In this profession, we have to find a balance. Healthcare settings and training programs may jointly need to begin implementing innovative approaches that could lead the way to community building through collaboration and peer-support networks, perhaps by creating programs such as a “resident physician well-being hub.” Designing such programs, however, must involve learners to best understand their needs and ensure confidentiality, including from the perspective of job availability and licensing, as psychological safety is paramount when expressing such vulnerability.

In conclusion, further trial of this triad may better examine its concrete benefits. Even though there are ongoing struggles that we do not have answers to, it was clear that the program’s electronic resilience toolkit, wellness newsletter, and peer groups were valuable. Although peer groups cannot counter the root causes of a burnout crisis alone, it can help build an engaged community of support and offer regular moments of connection over shared values with resident peers as a source of meaningful catharsis and reflection.
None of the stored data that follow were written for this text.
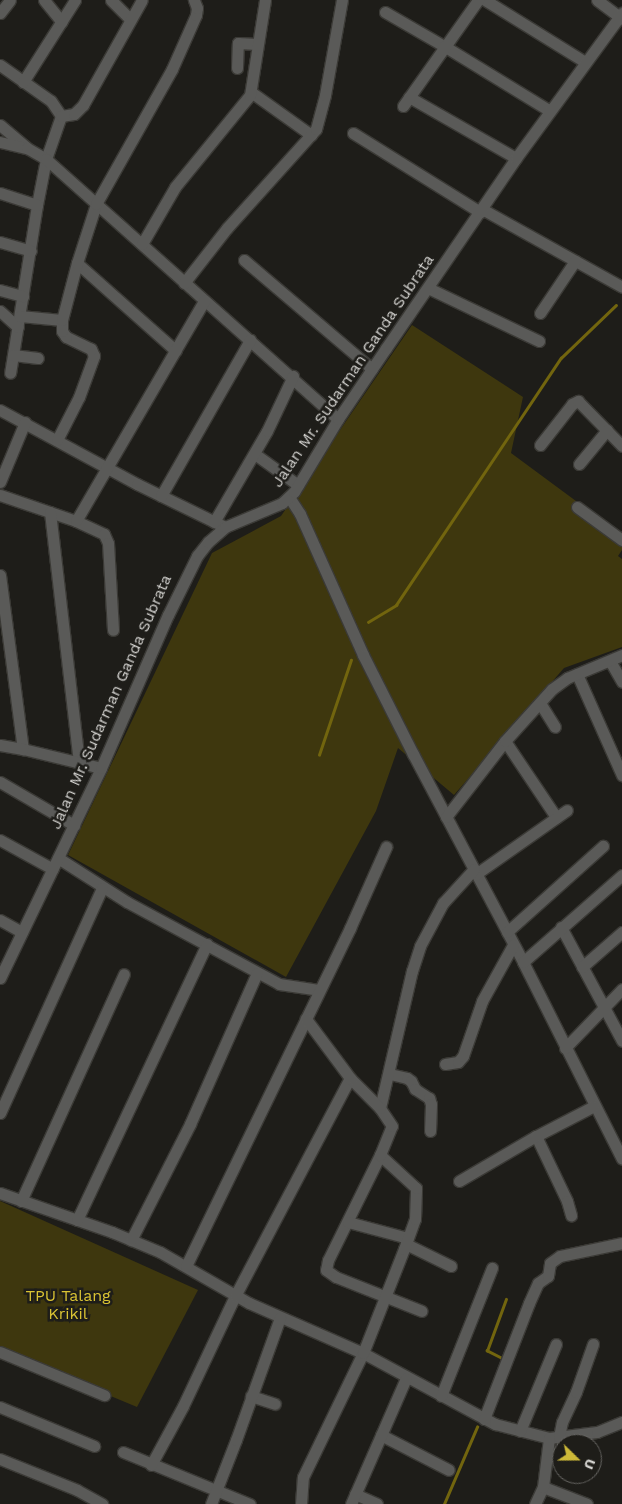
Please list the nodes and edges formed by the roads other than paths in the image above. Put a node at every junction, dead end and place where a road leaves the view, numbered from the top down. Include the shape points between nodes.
1 (10, 0) edge
2 (44, 0) edge
3 (76, 0) edge
4 (111, 0) edge
5 (142, 0) edge
6 (194, 0) edge
7 (265, 0) edge
8 (342, 0) edge
9 (478, 0) edge
10 (485, 0) edge
11 (597, 0) edge
12 (385, 12) dead end
13 (0, 13) edge
14 (621, 16) edge
15 (130, 19) junction
16 (62, 22) junction
17 (257, 44) junction
18 (444, 46) junction
19 (585, 62) junction
20 (237, 68) dead end
21 (1, 69) edge
22 (23, 82) junction
23 (251, 92) junction
24 (550, 111) junction
25 (61, 116) junction
26 (0, 125) edge
27 (353, 133) dead end
28 (311, 136) junction
29 (0, 142) edge
30 (27, 148) junction
31 (516, 158) junction
32 (46, 159) junction
33 (0, 193) edge
34 (96, 204) junction
35 (37, 205) junction
36 (481, 210) junction
37 (0, 242) edge
38 (142, 244) junction
39 (31, 252) junction
40 (244, 260) dead end
41 (575, 261) junction
42 (77, 263) junction
43 (184, 283) junction
44 (622, 287) edge
45 (428, 288) junction
46 (0, 290) edge
47 (24, 296) junction
48 (204, 301) junction
49 (0, 311) edge
50 (540, 313) dead end
51 (62, 320) junction
52 (19, 322) junction
53 (250, 340) junction
54 (539, 341) dead end
55 (176, 351) junction
56 (13, 355) junction
57 (38, 358) dead end
58 (372, 369) junction
59 (10, 373) dead end
60 (293, 376) junction
61 (0, 410) edge
62 (338, 419) junction
63 (25, 422) junction
64 (607, 430) junction
65 (57, 440) junction
66 (540, 445) dead end
67 (622, 446) edge
68 (259, 457) dead end
69 (579, 464) dead end
70 (106, 467) junction
71 (0, 482) edge
72 (298, 485) junction
73 (0, 495) edge
74 (161, 496) junction
75 (289, 497) junction
76 (578, 507) dead end
77 (50, 512) junction
78 (76, 522) junction
79 (214, 522) junction
80 (225, 527) junction
81 (622, 540) edge
82 (0, 575) edge
83 (113, 630) dead end
84 (622, 655) edge
85 (610, 661) junction
86 (577, 674) junction
87 (622, 682) edge
88 (540, 703) junction
89 (555, 728) dead end
90 (505, 741) junction
91 (0, 745) edge
92 (23, 749) junction
93 (79, 764) junction
94 (101, 768) junction
95 (622, 775) edge
96 (0, 782) edge
97 (567, 810) dead end
98 (446, 817) junction
99 (556, 817) junction
100 (74, 826) junction
101 (0, 840) edge
102 (602, 846) dead end
103 (386, 847) dead end
104 (58, 858) junction
105 (53, 869) junction
106 (475, 872) junction
107 (622, 874) edge
108 (102, 888) junction
109 (0, 920) edge
110 (561, 927) junction
111 (22, 932) junction
112 (507, 932) junction
113 (622, 932) edge
114 (207, 944) junction
115 (513, 945) junction
116 (523, 962) junction
117 (582, 967) junction
118 (258, 972) junction
119 (124, 974) dead end
120 (0, 978) edge
121 (622, 989) edge
122 (319, 990) junction
123 (603, 1008) junction
124 (306, 1019) junction
125 (622, 1041) edge
126 (565, 1048) junction
127 (445, 1064) dead end
128 (390, 1074) junction
129 (350, 1078) junction
130 (594, 1106) junction
131 (380, 1108) junction
132 (0, 1112) edge
133 (430, 1131) dead end
134 (536, 1136) junction
135 (618, 1141) edge
136 (380, 1155) junction
137 (622, 1158) edge
138 (459, 1181) dead end
139 (0, 1193) edge
140 (21, 1201) junction
141 (572, 1215) dead end
142 (78, 1220) junction
143 (348, 1222) junction
144 (131, 1240) junction
145 (407, 1241) junction
146 (622, 1243) edge
147 (186, 1266) junction
148 (451, 1266) dead end
149 (492, 1268) dead end
150 (236, 1296) junction
151 (385, 1298) junction
152 (422, 1311) dead end
153 (280, 1318) junction
154 (556, 1344) dead end
155 (594, 1344) dead end
156 (0, 1352) edge
157 (363, 1353) junction
158 (406, 1378) junction
159 (104, 1395) dead end
160 (251, 1396) junction
161 (441, 1396) junction
162 (275, 1404) dead end
163 (0, 1407) edge
164 (484, 1419) junction
165 (622, 1422) edge
166 (520, 1431) junction
167 (381, 1434) junction
168 (556, 1434) edge
169 (580, 1434) edge
170 (552, 1437) edge
171 (94, 1446) dead end
172 (552, 1446) edge
173 (122, 1452) dead end
174 (0, 1459) edge
175 (151, 1465) junction
176 (449, 1470) dead end
177 (543, 1488) junction
178 (216, 1491) junction
179 (353, 1499) edge
180 (102, 1504) edge
181 (211, 1504) edge
182 (250, 1504) edge
183 (301, 1504) edge
184 (377, 1504) edge
185 (535, 1504) edge
186 (587, 1504) edge

1 - 13 street
2 - 16 street
3 - 16 street
4 - 15 street
5 - 15 street
6 - 34 street via 196,15 172,69
7 - 17 street
8 - 28 street via 322,114
9 - 18 street
10 - 19 street
11 - 14 street
12 - 18 street
14 - 19 street, Jalan Mr. Sudarman Ganda Subrata
15 - 25 street via 83,105 74,114
16 - 22 street
17 - 20 street via 238,42
17 - 23 street
18 - 24 street
18 - 31 street via 406,101
19 - 24 street, Jalan Mr. Sudarman Ganda Subrata
21 - 22 street
22 - 25 street via 51,101
23 - 28 street
23 - 38 street via 175,187
24 - 31 street, Jalan Mr. Sudarman Ganda Subrata
25 - 32 street
26 - 30 street
27 - 36 street
28 - 43 street via 227,228
29 - 30 street
30 - 32 street
31 - 36 street, Jalan Mr. Sudarman Ganda Subrata
32 - 34 street
32 - 35 street
33 - 35 street
34 - 38 street
34 - 42 street
35 - 39 street
36 - 41 street
36 - 45 street, Jalan Mr. Sudarman Ganda Subrata
37 - 39 street
38 - 43 street
39 - 47 street
40 - 58 street
41 - 44 street
41 - 50 street
42 - 51 street
42 - 55 street
43 - 48 street
45 - 54 street
45 - 58 street, Jalan Mr. Sudarman Ganda Subrata
46 - 47 street
47 - 52 street
48 - 53 street
48 - 55 street
49 - 52 street
51 - 52 street
51 - 65 street via 63,334 91,349 94,356 79,397
52 - 56 street
53 - 60 street
53 - 74 street
55 - 70 street
56 - 57 street
56 - 59 street
58 - 62 street, Jalan Mr. Sudarman Ganda Subrata
60 - 62 street
60 - 79 street via 267,431
61 - 63 street
62 - 72 street, Jalan Mr. Sudarman Ganda Subrata
63 - 65 street
63 - 71 street
64 - 66 street via 580,402 575,402
64 - 67 street
64 - 69 street
65 - 70 street
68 - 72 street
70 - 74 street
70 - 78 street
72 - 75 street, Jalan Mr. Sudarman Ganda Subrata
73 - 77 street
74 - 79 street
75 - 80 street, Jalan Mr. Sudarman Ganda Subrata via 269,510
75 - 98 street
76 - 81 street
77 - 78 street
77 - 93 street
78 - 83 street via 99,531 106,539
79 - 80 street
80 - 94 street, Jalan Mr. Sudarman Ganda Subrata via 208,542 182,584
82 - 92 street
84 - 85 street
85 - 86 street
85 - 87 street
86 - 88 street via 558,684
86 - 95 street
88 - 89 street
88 - 90 street
90 - 98 street
90 - 99 street
91 - 92 street
92 - 93 street
93 - 94 street
94 - 100 street, Jalan Mr. Sudarman Ganda Subrata
96 - 100 street
97 - 99 street
98 - 106 street
99 - 106 street
100 - 104 street, Jalan Mr. Sudarman Ganda Subrata
101 - 105 street
102 - 112 street
103 - 122 street
104 - 105 street, Jalan Mr. Sudarman Ganda Subrata
104 - 108 street
105 - 111 street, Jalan Mr. Sudarman Ganda Subrata
106 - 112 street
106 - 128 street via 443,903 420,946
107 - 110 street
108 - 114 street
108 - 132 street
109 - 111 street
110 - 116 street
110 - 117 street
111 - 120 street, Jalan Mr. Sudarman Ganda Subrata
112 - 115 street
113 - 117 street
114 - 118 street
114 - 142 street
115 - 116 street
115 - 127 street via 482,1001 463,1056 458,1062
116 - 126 street
117 - 123 street
118 - 122 street via 286,986
118 - 144 street via 190,1124
119 - 140 street
121 - 123 street
122 - 124 street
123 - 125 street
123 - 126 street
124 - 129 street
124 - 147 street
126 - 130 street
128 - 131 street
128 - 133 street via 411,1080 415,1089 429,1098
129 - 131 street
129 - 150 street
130 - 134 street
130 - 135 street
131 - 136 street via 392,1126
134 - 138 street
134 - 141 street
135 - 137 street
136 - 143 street
136 - 145 street via 416,1188 415,1219
139 - 140 street
140 - 142 street
142 - 144 street
143 - 145 street
143 - 151 street via 328,1260 327,1272
144 - 147 street
145 - 148 street
145 - 151 street
146 - 164 street via 560,1256 550,1263 548,1276 538,1283 529,1303
147 - 150 street
149 - 161 street
150 - 153 street
150 - 175 street
151 - 152 street
151 - 157 street
153 - 157 street
153 - 160 street
154 - 166 street
155 - 168 street
156 - 159 street
157 - 158 street
157 - 183 street via 303,1477
158 - 161 street
158 - 167 street
160 - 162 street
160 - 178 street
161 - 164 street
163 - 171 street
164 - 166 street
165 - 169 street via 597,1432
166 - 170 street
167 - 176 street
167 - 179 street
172 - 177 street
173 - 175 street
174 - 180 street via 77,1490
175 - 178 street
177 - 185 street
177 - 186 street
178 - 181 street
178 - 182 street
179 - 184 street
As the focus on managing burnout shifts towards a shared responsibility between physicians and the healthcare system [7], it is the hope that such initiatives may lead to a cultural shift by fostering more open dialogue, as well as empowering and supporting residents as they take responsibility for their own well-being so that they ultimately can reap the rewards of a more fulfilling and sustainable professional life. This aligns with emerging and growing evidence to support new interventions aimed at building a community of support and the importance this plays in addressing/mitigating burnout.